Внутренний призыв в большие регулярные армии приводил к серьезным тратам. Так если окончившие службу наемники не имели особых претензий к государству, то ветераны национальных вооруженных сил имели значительные претензии, в особенности, если они на службе потеряли здоровье или были искалечены. Семьи погибших или раненых воинов также получали некоторые привилегии в виде преференций в находившейся в ведении государства торговле табаком и спичками. При размещении войск в стране военным и гражданским должностным лицам приходилось заниматься поставками питания, обеспечением жильем и поддержанием общественного порядка. Со временем правительство начало заботиться и о здоровье, и об обучении молодых мужчин, поскольку от этого зависела их эффективность в бою. Таким образом, военная реорганизация грубо вмешалась в политику государства по проникновению в те сферы, что раньше были местными и частными.

Одной из самых сомнительных попыток организации государственной власти было стремление правителей гомогенизировать население по ходу установления прямого правления. С точки зрения власти, лингвистически, религиозно и идеологически гомогенное население создавало риск выступления против королевских интересов единым фронтом; гомогенизация увеличивала стоимость политики «разделяй и властвуй». Но гомогенность имела множество преимуществ: в однородном обществе простые люди легче идентифицировали себя со своими правителями, эффективнее была коммуникация, проводились административные инновации, которые, будучи приняты в одном сегменте общества, с большей вероятностью срабатывали и повсюду. Больше того, люди, сознававшие общность происхождения, легче объединялись для борьбы с внешней угрозой. Испания, Франция и другие крупные государства то и дело проводили гомогенизацию, предоставляя религиозным меньшинствам — в особенности, мусульманам и евреям — выбор: обратиться или эмигрировать. Например, в 1492 г. вскоре после покорения Гранады Фердинанд и Изабелла предоставили испанским евреям именно такой выбор. Португалия последовала этому примеру в 1497 г. Правда, в дальнейшем изгнанные из Иберии евреи — сефарды, составляли торговую диаспору повсюду в Европе, используя свои связи для создания мощной системы долгосрочных кредита и коммуникации, что позволило им в следующие столетия (в разное время) почти монопольно заниматься драгоценными камнями, сахаром, специями и табаком (von Greyerz, 1989).

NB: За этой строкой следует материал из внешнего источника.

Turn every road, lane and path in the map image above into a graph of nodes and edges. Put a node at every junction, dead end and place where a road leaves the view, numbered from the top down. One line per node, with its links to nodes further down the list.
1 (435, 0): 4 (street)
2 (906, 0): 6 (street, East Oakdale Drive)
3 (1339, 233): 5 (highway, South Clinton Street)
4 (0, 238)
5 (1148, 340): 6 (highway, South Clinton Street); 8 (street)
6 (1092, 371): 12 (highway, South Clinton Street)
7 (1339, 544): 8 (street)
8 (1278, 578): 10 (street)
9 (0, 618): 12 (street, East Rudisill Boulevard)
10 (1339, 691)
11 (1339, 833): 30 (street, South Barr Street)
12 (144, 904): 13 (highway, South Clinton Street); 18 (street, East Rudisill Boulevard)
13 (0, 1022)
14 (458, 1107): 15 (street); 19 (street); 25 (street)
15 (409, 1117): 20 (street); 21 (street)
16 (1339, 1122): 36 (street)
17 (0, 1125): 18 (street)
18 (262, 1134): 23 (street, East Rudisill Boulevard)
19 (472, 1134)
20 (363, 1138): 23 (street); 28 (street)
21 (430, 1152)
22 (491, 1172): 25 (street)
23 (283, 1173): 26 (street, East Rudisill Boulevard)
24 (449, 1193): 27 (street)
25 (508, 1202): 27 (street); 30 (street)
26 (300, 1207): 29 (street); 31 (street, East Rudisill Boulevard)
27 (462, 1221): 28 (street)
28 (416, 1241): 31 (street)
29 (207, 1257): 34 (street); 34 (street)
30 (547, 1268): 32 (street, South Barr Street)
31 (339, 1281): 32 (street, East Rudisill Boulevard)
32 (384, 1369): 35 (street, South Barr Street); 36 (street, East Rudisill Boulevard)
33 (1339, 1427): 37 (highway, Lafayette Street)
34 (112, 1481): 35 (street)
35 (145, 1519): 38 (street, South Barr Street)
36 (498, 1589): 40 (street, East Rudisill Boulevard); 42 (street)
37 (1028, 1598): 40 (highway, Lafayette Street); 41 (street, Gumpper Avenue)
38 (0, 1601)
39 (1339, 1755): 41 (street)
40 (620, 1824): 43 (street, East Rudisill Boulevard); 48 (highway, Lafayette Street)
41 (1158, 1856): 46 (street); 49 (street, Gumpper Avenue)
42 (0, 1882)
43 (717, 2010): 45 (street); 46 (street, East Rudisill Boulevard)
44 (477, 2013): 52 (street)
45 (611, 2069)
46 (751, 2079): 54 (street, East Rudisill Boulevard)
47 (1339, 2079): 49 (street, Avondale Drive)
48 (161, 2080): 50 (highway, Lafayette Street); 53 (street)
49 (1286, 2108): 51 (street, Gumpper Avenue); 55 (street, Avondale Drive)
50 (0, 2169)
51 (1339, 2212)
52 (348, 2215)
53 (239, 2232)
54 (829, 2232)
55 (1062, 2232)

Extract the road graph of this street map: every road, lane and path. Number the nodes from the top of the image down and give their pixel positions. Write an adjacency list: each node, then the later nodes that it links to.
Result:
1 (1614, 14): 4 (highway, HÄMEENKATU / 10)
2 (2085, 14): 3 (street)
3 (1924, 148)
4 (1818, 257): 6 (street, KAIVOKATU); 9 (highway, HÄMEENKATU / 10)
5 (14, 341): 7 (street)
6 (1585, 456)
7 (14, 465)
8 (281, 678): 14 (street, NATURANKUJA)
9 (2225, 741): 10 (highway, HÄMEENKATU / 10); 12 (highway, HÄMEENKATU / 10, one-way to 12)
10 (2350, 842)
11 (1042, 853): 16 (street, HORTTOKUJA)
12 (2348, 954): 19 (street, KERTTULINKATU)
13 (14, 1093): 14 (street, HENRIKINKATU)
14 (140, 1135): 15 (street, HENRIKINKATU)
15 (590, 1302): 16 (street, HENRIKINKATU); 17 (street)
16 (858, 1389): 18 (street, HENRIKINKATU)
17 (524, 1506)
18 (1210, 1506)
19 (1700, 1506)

Протестантская Реформация предоставила правителям небольших государств великолепную возможность определить свое национальное своеобразие и гомогенность относительно великих империй, не говоря уже о том, что таким образом можно было кооптировать духовенство и административный аппарат на службу королю. Раньше всех подала пример Швеция, которая многое в государственном управлении передала лютеранским пасторам. (И сегодня шведские ученые используют бесчисленные приходские книги, содержащие информацию о грамотности и переменах места жительства прихожан, которые пасторы честно ведут с XVII в.) Особо отметим, что, помимо влияния на представления о законности государственной власти, общая вера и общее духовенство, связывавшие народ с сувереном, были могучим орудием управления.